Work request → Repeat the records below exactly, line for line.

Available data →
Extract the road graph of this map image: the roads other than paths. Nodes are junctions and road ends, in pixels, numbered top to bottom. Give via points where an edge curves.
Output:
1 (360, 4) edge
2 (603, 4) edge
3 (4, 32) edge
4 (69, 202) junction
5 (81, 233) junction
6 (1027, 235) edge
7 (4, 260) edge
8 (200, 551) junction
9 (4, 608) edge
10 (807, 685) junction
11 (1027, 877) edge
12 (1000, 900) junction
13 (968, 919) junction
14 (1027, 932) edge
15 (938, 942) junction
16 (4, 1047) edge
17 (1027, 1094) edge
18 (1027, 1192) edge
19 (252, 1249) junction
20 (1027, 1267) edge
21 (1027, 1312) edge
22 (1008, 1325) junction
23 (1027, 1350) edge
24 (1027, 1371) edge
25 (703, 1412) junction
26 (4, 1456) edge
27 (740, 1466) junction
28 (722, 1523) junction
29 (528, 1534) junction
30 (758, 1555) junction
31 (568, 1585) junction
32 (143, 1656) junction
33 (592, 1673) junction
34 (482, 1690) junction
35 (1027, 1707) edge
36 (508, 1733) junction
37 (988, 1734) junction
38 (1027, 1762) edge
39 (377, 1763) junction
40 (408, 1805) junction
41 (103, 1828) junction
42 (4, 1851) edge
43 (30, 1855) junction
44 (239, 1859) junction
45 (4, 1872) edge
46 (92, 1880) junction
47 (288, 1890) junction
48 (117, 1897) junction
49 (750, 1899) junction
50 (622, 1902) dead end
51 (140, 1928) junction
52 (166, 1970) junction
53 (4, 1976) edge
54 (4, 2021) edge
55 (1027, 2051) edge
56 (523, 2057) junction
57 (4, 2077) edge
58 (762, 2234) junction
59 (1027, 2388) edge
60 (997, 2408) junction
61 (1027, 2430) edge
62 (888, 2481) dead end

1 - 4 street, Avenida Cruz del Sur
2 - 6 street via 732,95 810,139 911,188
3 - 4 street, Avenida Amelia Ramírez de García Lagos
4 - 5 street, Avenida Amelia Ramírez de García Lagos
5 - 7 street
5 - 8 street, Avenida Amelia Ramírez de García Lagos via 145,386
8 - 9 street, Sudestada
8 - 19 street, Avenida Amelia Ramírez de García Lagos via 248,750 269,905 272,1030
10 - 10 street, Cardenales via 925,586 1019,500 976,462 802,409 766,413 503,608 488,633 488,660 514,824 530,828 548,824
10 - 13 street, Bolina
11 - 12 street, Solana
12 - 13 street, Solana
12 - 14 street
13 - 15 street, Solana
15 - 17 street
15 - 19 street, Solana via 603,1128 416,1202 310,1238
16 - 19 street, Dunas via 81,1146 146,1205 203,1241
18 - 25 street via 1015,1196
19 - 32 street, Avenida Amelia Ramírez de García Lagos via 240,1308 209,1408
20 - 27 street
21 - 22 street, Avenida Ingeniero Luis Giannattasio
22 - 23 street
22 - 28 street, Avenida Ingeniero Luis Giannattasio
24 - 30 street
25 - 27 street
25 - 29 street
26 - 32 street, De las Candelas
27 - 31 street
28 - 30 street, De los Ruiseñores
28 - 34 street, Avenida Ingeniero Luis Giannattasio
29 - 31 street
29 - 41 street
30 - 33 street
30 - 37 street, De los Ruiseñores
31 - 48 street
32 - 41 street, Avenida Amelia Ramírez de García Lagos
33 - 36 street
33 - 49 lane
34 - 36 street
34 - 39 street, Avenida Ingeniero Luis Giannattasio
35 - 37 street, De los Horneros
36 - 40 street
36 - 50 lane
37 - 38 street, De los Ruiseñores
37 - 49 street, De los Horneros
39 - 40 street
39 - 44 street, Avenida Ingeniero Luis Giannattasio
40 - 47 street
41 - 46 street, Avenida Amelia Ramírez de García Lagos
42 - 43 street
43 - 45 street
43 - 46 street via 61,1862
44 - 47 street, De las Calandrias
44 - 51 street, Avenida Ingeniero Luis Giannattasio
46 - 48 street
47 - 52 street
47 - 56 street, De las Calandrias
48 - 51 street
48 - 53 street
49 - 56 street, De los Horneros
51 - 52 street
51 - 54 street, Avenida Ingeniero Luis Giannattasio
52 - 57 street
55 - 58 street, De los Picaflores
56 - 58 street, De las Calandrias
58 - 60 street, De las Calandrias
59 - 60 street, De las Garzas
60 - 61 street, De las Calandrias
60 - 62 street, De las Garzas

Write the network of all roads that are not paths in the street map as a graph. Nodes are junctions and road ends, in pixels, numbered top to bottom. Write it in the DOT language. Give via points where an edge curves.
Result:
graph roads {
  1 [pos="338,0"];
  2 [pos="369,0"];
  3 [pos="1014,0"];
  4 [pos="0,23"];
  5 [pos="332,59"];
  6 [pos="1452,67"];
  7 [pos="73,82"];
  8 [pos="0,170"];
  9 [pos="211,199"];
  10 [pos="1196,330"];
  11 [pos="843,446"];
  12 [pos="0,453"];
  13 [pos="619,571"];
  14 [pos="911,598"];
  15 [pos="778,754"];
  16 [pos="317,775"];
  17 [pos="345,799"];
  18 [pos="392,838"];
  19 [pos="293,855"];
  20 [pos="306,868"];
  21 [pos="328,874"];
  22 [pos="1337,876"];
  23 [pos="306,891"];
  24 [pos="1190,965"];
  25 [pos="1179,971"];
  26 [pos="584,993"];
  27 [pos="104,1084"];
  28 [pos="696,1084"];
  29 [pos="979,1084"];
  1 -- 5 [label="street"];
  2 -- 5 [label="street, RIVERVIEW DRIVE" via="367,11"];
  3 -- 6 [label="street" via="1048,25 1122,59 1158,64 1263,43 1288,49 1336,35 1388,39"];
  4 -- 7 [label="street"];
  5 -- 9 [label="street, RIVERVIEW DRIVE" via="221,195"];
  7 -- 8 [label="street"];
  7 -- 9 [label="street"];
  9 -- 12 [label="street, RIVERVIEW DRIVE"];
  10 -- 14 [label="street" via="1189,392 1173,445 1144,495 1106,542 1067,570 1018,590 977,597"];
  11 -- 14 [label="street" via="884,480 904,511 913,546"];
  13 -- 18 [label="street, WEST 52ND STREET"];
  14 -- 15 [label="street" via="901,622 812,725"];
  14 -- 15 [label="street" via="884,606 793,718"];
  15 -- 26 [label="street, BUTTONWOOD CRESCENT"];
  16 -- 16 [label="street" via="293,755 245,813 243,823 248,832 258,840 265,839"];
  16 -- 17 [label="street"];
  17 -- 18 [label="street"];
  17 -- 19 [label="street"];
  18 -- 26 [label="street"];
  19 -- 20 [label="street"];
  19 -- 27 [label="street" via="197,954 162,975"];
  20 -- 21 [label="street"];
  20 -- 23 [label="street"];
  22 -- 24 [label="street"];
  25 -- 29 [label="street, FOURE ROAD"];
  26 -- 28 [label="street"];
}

The completed task →
Extract the road graph of this map image: the roads other than paths. Nodes are junctions and road ends, in pixels, numbered top to bottom. Give via points where an edge curves.
Output:
1 (360, 4) edge
2 (603, 4) edge
3 (4, 32) edge
4 (69, 202) junction
5 (81, 233) junction
6 (1027, 235) edge
7 (4, 260) edge
8 (200, 551) junction
9 (4, 608) edge
10 (807, 685) junction
11 (1027, 877) edge
12 (1000, 900) junction
13 (968, 919) junction
14 (1027, 932) edge
15 (938, 942) junction
16 (4, 1047) edge
17 (1027, 1094) edge
18 (1027, 1192) edge
19 (252, 1249) junction
20 (1027, 1267) edge
21 (1027, 1312) edge
22 (1008, 1325) junction
23 (1027, 1350) edge
24 (1027, 1371) edge
25 (703, 1412) junction
26 (4, 1456) edge
27 (740, 1466) junction
28 (722, 1523) junction
29 (528, 1534) junction
30 (758, 1555) junction
31 (568, 1585) junction
32 (143, 1656) junction
33 (592, 1673) junction
34 (482, 1690) junction
35 (1027, 1707) edge
36 (508, 1733) junction
37 (988, 1734) junction
38 (1027, 1762) edge
39 (377, 1763) junction
40 (408, 1805) junction
41 (103, 1828) junction
42 (4, 1851) edge
43 (30, 1855) junction
44 (239, 1859) junction
45 (4, 1872) edge
46 (92, 1880) junction
47 (288, 1890) junction
48 (117, 1897) junction
49 (750, 1899) junction
50 (622, 1902) dead end
51 (140, 1928) junction
52 (166, 1970) junction
53 (4, 1976) edge
54 (4, 2021) edge
55 (1027, 2051) edge
56 (523, 2057) junction
57 (4, 2077) edge
58 (762, 2234) junction
59 (1027, 2388) edge
60 (997, 2408) junction
61 (1027, 2430) edge
62 (888, 2481) dead end

1 - 4 street, Avenida Cruz del Sur
2 - 6 street via 732,95 810,139 911,188
3 - 4 street, Avenida Amelia Ramírez de García Lagos
4 - 5 street, Avenida Amelia Ramírez de García Lagos
5 - 7 street
5 - 8 street, Avenida Amelia Ramírez de García Lagos via 145,386
8 - 9 street, Sudestada
8 - 19 street, Avenida Amelia Ramírez de García Lagos via 248,750 269,905 272,1030
10 - 10 street, Cardenales via 925,586 1019,500 976,462 802,409 766,413 503,608 488,633 488,660 514,824 530,828 548,824
10 - 13 street, Bolina
11 - 12 street, Solana
12 - 13 street, Solana
12 - 14 street
13 - 15 street, Solana
15 - 17 street
15 - 19 street, Solana via 603,1128 416,1202 310,1238
16 - 19 street, Dunas via 81,1146 146,1205 203,1241
18 - 25 street via 1015,1196
19 - 32 street, Avenida Amelia Ramírez de García Lagos via 240,1308 209,1408
20 - 27 street
21 - 22 street, Avenida Ingeniero Luis Giannattasio
22 - 23 street
22 - 28 street, Avenida Ingeniero Luis Giannattasio
24 - 30 street
25 - 27 street
25 - 29 street
26 - 32 street, De las Candelas
27 - 31 street
28 - 30 street, De los Ruiseñores
28 - 34 street, Avenida Ingeniero Luis Giannattasio
29 - 31 street
29 - 41 street
30 - 33 street
30 - 37 street, De los Ruiseñores
31 - 48 street
32 - 41 street, Avenida Amelia Ramírez de García Lagos
33 - 36 street
33 - 49 lane
34 - 36 street
34 - 39 street, Avenida Ingeniero Luis Giannattasio
35 - 37 street, De los Horneros
36 - 40 street
36 - 50 lane
37 - 38 street, De los Ruiseñores
37 - 49 street, De los Horneros
39 - 40 street
39 - 44 street, Avenida Ingeniero Luis Giannattasio
40 - 47 street
41 - 46 street, Avenida Amelia Ramírez de García Lagos
42 - 43 street
43 - 45 street
43 - 46 street via 61,1862
44 - 47 street, De las Calandrias
44 - 51 street, Avenida Ingeniero Luis Giannattasio
46 - 48 street
47 - 52 street
47 - 56 street, De las Calandrias
48 - 51 street
48 - 53 street
49 - 56 street, De los Horneros
51 - 52 street
51 - 54 street, Avenida Ingeniero Luis Giannattasio
52 - 57 street
55 - 58 street, De los Picaflores
56 - 58 street, De las Calandrias
58 - 60 street, De las Calandrias
59 - 60 street, De las Garzas
60 - 61 street, De las Calandrias
60 - 62 street, De las Garzas

Write the network of all roads that are not paths in the street map as a graph. Nodes are junctions and road ends, in pixels, numbered top to bottom. Write it in the DOT language. Give via points where an edge curves.
Result:
graph roads {
  1 [pos="338,0"];
  2 [pos="369,0"];
  3 [pos="1014,0"];
  4 [pos="0,23"];
  5 [pos="332,59"];
  6 [pos="1452,67"];
  7 [pos="73,82"];
  8 [pos="0,170"];
  9 [pos="211,199"];
  10 [pos="1196,330"];
  11 [pos="843,446"];
  12 [pos="0,453"];
  13 [pos="619,571"];
  14 [pos="911,598"];
  15 [pos="778,754"];
  16 [pos="317,775"];
  17 [pos="345,799"];
  18 [pos="392,838"];
  19 [pos="293,855"];
  20 [pos="306,868"];
  21 [pos="328,874"];
  22 [pos="1337,876"];
  23 [pos="306,891"];
  24 [pos="1190,965"];
  25 [pos="1179,971"];
  26 [pos="584,993"];
  27 [pos="104,1084"];
  28 [pos="696,1084"];
  29 [pos="979,1084"];
  1 -- 5 [label="street"];
  2 -- 5 [label="street, RIVERVIEW DRIVE" via="367,11"];
  3 -- 6 [label="street" via="1048,25 1122,59 1158,64 1263,43 1288,49 1336,35 1388,39"];
  4 -- 7 [label="street"];
  5 -- 9 [label="street, RIVERVIEW DRIVE" via="221,195"];
  7 -- 8 [label="street"];
  7 -- 9 [label="street"];
  9 -- 12 [label="street, RIVERVIEW DRIVE"];
  10 -- 14 [label="street" via="1189,392 1173,445 1144,495 1106,542 1067,570 1018,590 977,597"];
  11 -- 14 [label="street" via="884,480 904,511 913,546"];
  13 -- 18 [label="street, WEST 52ND STREET"];
  14 -- 15 [label="street" via="901,622 812,725"];
  14 -- 15 [label="street" via="884,606 793,718"];
  15 -- 26 [label="street, BUTTONWOOD CRESCENT"];
  16 -- 16 [label="street" via="293,755 245,813 243,823 248,832 258,840 265,839"];
  16 -- 17 [label="street"];
  17 -- 18 [label="street"];
  17 -- 19 [label="street"];
  18 -- 26 [label="street"];
  19 -- 20 [label="street"];
  19 -- 27 [label="street" via="197,954 162,975"];
  20 -- 21 [label="street"];
  20 -- 23 [label="street"];
  22 -- 24 [label="street"];
  25 -- 29 [label="street, FOURE ROAD"];
  26 -- 28 [label="street"];
}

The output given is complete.